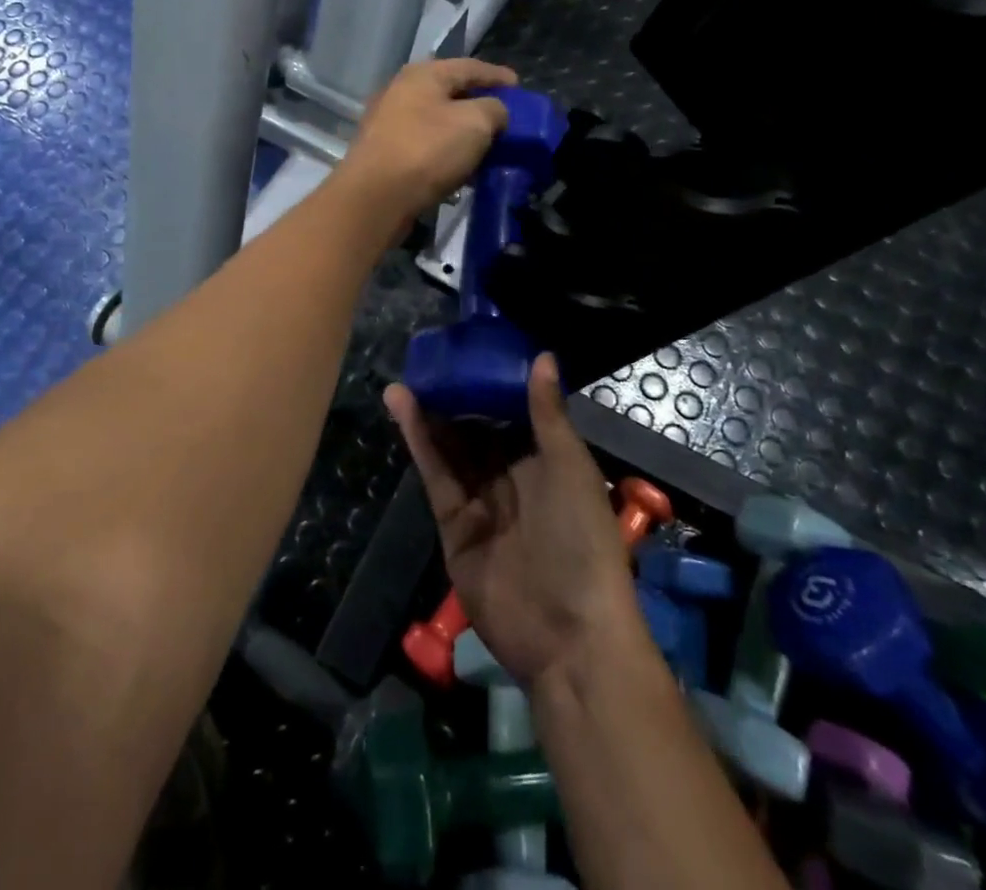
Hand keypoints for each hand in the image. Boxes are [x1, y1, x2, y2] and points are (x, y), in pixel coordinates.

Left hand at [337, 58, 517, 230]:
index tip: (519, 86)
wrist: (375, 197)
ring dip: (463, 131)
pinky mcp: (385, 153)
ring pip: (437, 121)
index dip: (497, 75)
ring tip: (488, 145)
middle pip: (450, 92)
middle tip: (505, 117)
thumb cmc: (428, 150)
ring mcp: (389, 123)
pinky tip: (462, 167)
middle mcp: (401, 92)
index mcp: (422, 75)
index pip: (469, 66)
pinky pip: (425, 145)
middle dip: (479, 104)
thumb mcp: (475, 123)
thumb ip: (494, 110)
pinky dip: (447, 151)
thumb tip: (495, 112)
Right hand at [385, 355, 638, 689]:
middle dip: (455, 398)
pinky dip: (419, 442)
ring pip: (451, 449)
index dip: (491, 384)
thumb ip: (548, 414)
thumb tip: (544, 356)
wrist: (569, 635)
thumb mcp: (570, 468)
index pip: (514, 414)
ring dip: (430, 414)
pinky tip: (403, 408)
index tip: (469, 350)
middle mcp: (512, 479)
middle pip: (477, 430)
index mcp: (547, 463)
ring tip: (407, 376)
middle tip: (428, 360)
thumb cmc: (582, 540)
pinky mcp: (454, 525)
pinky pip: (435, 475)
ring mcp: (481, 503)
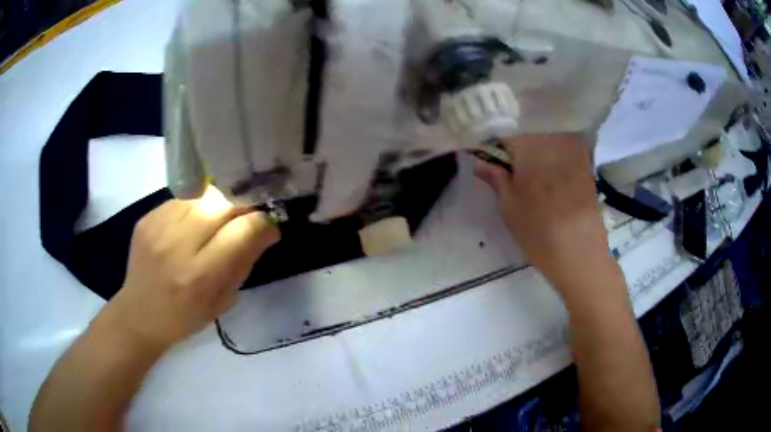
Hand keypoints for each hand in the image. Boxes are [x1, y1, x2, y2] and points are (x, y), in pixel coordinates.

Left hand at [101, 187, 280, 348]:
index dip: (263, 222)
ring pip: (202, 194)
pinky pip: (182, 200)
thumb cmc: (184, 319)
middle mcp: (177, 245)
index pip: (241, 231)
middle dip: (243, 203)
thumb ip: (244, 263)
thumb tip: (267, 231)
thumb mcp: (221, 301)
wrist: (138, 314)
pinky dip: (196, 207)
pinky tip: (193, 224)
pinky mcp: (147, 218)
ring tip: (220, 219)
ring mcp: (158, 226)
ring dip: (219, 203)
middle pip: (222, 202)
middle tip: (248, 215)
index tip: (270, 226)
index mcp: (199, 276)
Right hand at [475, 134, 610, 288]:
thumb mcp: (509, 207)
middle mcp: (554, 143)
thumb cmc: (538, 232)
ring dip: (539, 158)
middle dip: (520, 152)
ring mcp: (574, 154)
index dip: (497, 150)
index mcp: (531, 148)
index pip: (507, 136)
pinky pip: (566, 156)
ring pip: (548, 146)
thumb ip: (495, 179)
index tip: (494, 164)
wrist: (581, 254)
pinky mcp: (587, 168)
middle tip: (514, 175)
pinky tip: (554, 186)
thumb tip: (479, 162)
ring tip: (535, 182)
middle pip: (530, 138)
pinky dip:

TASK PROMPT:
Make an exact printout of the listing above, omitting the images.

ANSWER AREA:
Hand keypoints for each hand in the image. Boxes are [x1, y1, x2, y2] and points are (x, y), in pixel coordinates.

Left hand at [337, 58, 517, 230]:
index tip: (519, 86)
wrist: (375, 197)
ring dip: (463, 131)
pinky mcp: (385, 153)
ring pip: (437, 121)
index dip: (497, 75)
ring tip: (488, 145)
middle pip: (450, 92)
middle tip: (505, 117)
thumb cmc: (428, 150)
ring mcp: (389, 123)
pinky tip: (462, 167)
middle mcp: (401, 92)
index mcp: (422, 75)
index pip: (469, 66)
pinky pip: (425, 145)
middle dip: (479, 104)
thumb mcp: (475, 123)
thumb ip: (494, 110)
pinky dip: (447, 151)
thumb tip: (495, 112)
Right hand at [385, 355, 638, 689]:
middle dip: (455, 398)
pinky dip: (419, 442)
ring pip: (451, 449)
index dip: (491, 384)
thumb ip: (548, 414)
thumb tip: (544, 356)
wrist: (569, 635)
thumb mcp: (570, 468)
index pip: (514, 414)
ring dip: (430, 414)
pinky tip: (403, 408)
index tip: (469, 350)
middle mcp: (512, 479)
middle pip: (477, 430)
index mcp: (547, 463)
ring tip: (407, 376)
middle tip: (428, 360)
thumb cmc: (582, 540)
pinky mcp: (454, 525)
pinky pip: (435, 475)
ring mcp: (481, 503)
Hand keypoints for each hand in the image. Boxes are [x1, y1, x2, y2] and points are (x, y), in pixel coordinates.

Left hand at [101, 187, 280, 348]:
index dip: (263, 222)
ring pip: (202, 194)
pinky pip: (182, 200)
thumb cmc: (184, 319)
middle mcp: (177, 245)
index pip: (241, 231)
middle dip: (243, 203)
thumb ip: (244, 263)
thumb tip: (267, 231)
thumb mcp: (221, 301)
wrist: (138, 314)
pinky dip: (196, 207)
pinky tip: (193, 224)
pinky mcp: (147, 218)
ring tip: (220, 219)
ring mcp: (158, 226)
ring dip: (219, 203)
middle pip: (222, 202)
middle tip: (248, 215)
index tip: (270, 226)
index mcp: (199, 276)
Right hand at [475, 134, 610, 288]:
thumb mcp: (509, 207)
middle mcp: (554, 143)
thumb cmc: (538, 232)
ring dip: (539, 158)
middle dip: (520, 152)
ring mcp: (574, 154)
index dip: (497, 150)
index mcp: (531, 148)
index pip: (507, 136)
pinky pip: (566, 156)
ring pip: (548, 146)
thumb ip: (495, 179)
index tip: (494, 164)
wrist: (581, 254)
pinky mcp: (587, 168)
middle tip: (514, 175)
pinky tip: (554, 186)
thumb tip: (479, 162)
ring tip: (535, 182)
middle pip: (530, 138)
pinky dip:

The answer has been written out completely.